L'interprétation : l’usage de définitions

S'il est souvent plus simple de choisir la licence qui correspond au type de développement ou déploiement que l'on désire pour son logiciel, il peut aussi être opportun d'adapter une licence à ses attentes : en interprétant celle-ci (lorsqu'elle laisse place à interprétation), ou en ajoutant une exception, lorsque nécessaire.

Attention : ce mécanisme est particulièrement utile lorsqu'il consiste à conférer plus de droit, mais inversement désastreux lorsqu'utilisé dans l'autre sens pour limiter les droits puisqu'il fait perdre toute compatibilité à la nouvelle licence ainsi modifiée.

L'interprétation : l’usage de définitions, est une méthode sujette à caution, il ne peut y avoir d'interprétation d'une licence que dès lors qu'il y a source d'interprétation…

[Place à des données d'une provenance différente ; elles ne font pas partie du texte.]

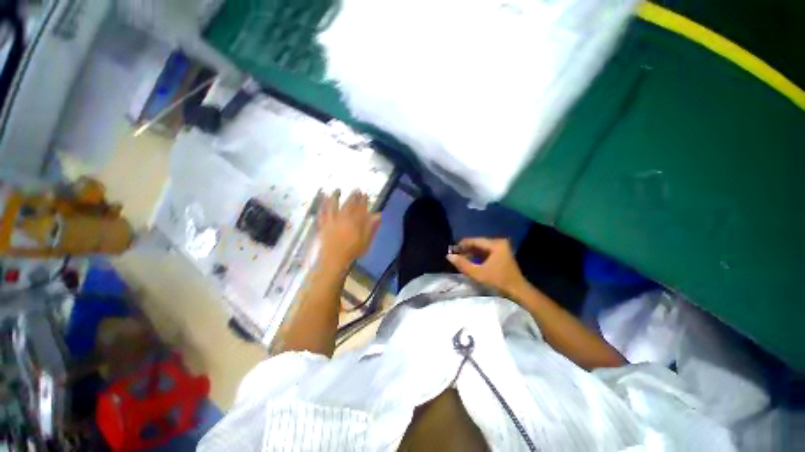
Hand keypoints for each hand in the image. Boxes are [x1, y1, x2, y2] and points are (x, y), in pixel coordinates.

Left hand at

La licence ne pourra et ne devra être interprétée que si elle présente des éléments flous, ou peu clairs.

Il faut toujours garder à l’esprit que si la licence a des termes approximatifs, elle sera toujours interprétée en faveur du licencié.

La technique de l’interprétation permet de lever toute insécurité juridique en donnant expressément le sens qu'il faut donner aux termes litigieux. Il est inutile — voire déconseillé — de définir un terme qui n’a pas besoin de l’être.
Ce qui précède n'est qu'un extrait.